> [WHAT YOU ARE ASKED TO DO]: Would you transcribe each entry exactly as it stands, omitting the pictures?

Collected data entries
*-*-*

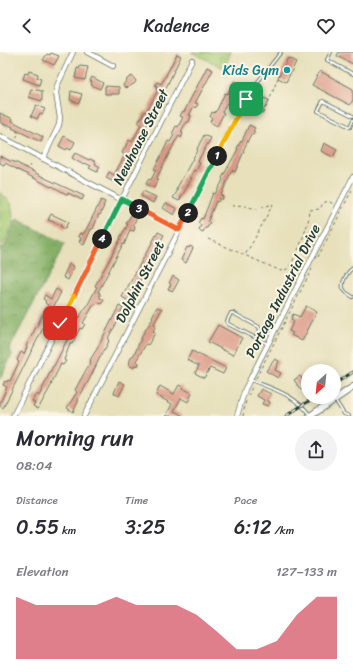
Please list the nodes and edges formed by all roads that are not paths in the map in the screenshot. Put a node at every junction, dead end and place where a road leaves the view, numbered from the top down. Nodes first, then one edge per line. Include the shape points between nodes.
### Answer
1 (73, 52) edge
2 (87, 52) edge
3 (281, 52) edge
4 (331, 52) edge
5 (192, 60) dead end
6 (113, 66) dead end
7 (353, 74) edge
8 (249, 94) joint
9 (353, 116) edge
10 (353, 120) edge
11 (0, 136) edge
12 (44, 159) junction
13 (353, 177) edge
14 (122, 199) junction
15 (179, 230) junction
16 (353, 268) edge
17 (353, 297) edge
18 (256, 338) junction
19 (268, 344) junction
20 (252, 380) junction
21 (353, 387) edge
22 (341, 395) edge
23 (328, 404) edge
24 (338, 404) edge
25 (13, 416) edge
26 (84, 416) edge
27 (237, 416) edge
28 (310, 416) edge
29 (349, 416) edge

1 - 12 street via 57,86 59,125
2 - 6 street
3 - 8 lane
4 - 7 lane via 327,60
5 - 14 street, Newhouse Street
8 - 15 street, Dolphin Street
9 - 10 lane via 323,101 318,110 350,127
11 - 12 street
12 - 14 street
13 - 19 street, Portage Industrial Drive
14 - 15 street
14 - 25 street, Newhouse Street
15 - 26 street, Dolphin Street
16 - 17 lane via 347,274 343,288
18 - 18 lane via 228,324 231,313 259,327
18 - 19 lane
19 - 20 street, Portage Industrial Drive
20 - 27 street, Portage Industrial Drive via 245,389
20 - 28 lane via 292,398 303,406
21 - 22 main road
23 - 28 main road
24 - 29 lane via 344,414

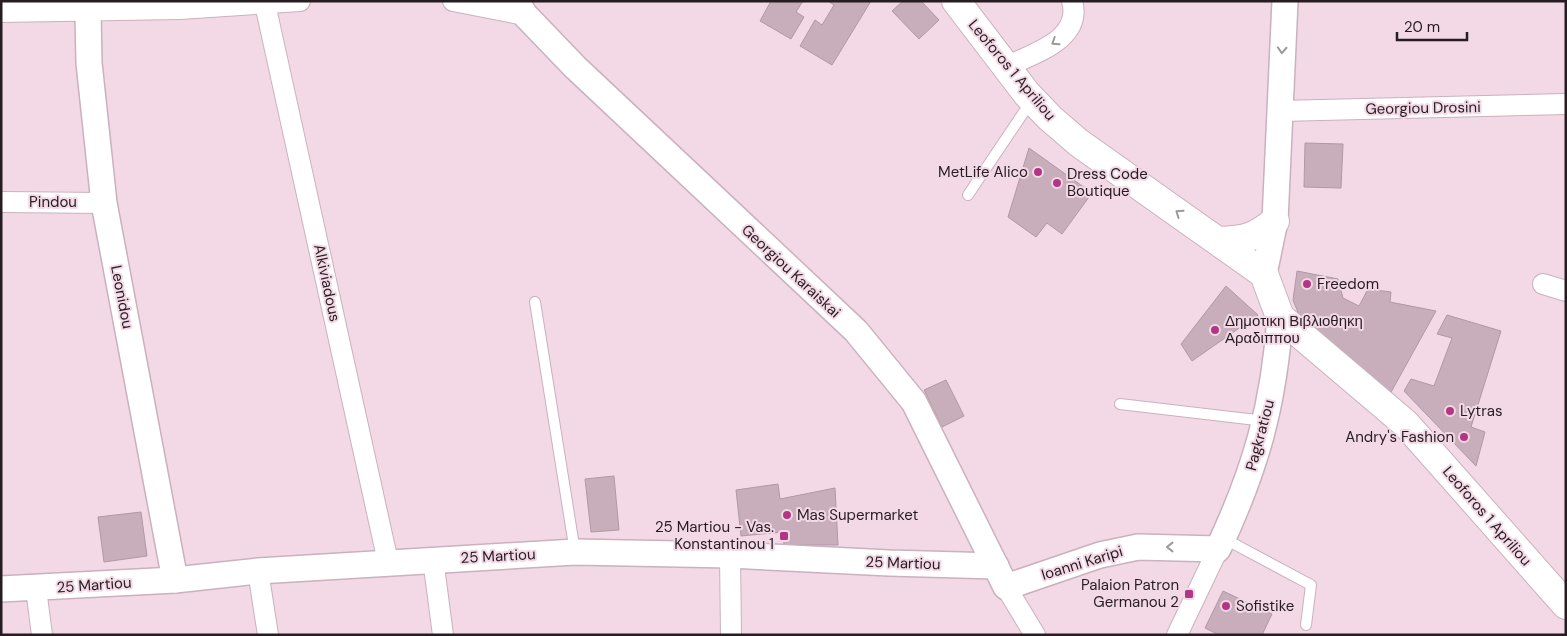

*-*-*

> [EXERCISE RESPONSE]:
Please list the nodes and edges formed by all roads that are not paths in the map in the screenshot. Put a node at every junction, dead end and place where a road leaves the view, numbered from the top down. Nodes first, then one edge per line. Include the shape points between nodes.
### Answer
1 (73, 52) edge
2 (87, 52) edge
3 (281, 52) edge
4 (331, 52) edge
5 (192, 60) dead end
6 (113, 66) dead end
7 (353, 74) edge
8 (249, 94) joint
9 (353, 116) edge
10 (353, 120) edge
11 (0, 136) edge
12 (44, 159) junction
13 (353, 177) edge
14 (122, 199) junction
15 (179, 230) junction
16 (353, 268) edge
17 (353, 297) edge
18 (256, 338) junction
19 (268, 344) junction
20 (252, 380) junction
21 (353, 387) edge
22 (341, 395) edge
23 (328, 404) edge
24 (338, 404) edge
25 (13, 416) edge
26 (84, 416) edge
27 (237, 416) edge
28 (310, 416) edge
29 (349, 416) edge

1 - 12 street via 57,86 59,125
2 - 6 street
3 - 8 lane
4 - 7 lane via 327,60
5 - 14 street, Newhouse Street
8 - 15 street, Dolphin Street
9 - 10 lane via 323,101 318,110 350,127
11 - 12 street
12 - 14 street
13 - 19 street, Portage Industrial Drive
14 - 15 street
14 - 25 street, Newhouse Street
15 - 26 street, Dolphin Street
16 - 17 lane via 347,274 343,288
18 - 18 lane via 228,324 231,313 259,327
18 - 19 lane
19 - 20 street, Portage Industrial Drive
20 - 27 street, Portage Industrial Drive via 245,389
20 - 28 lane via 292,398 303,406
21 - 22 main road
23 - 28 main road
24 - 29 lane via 344,414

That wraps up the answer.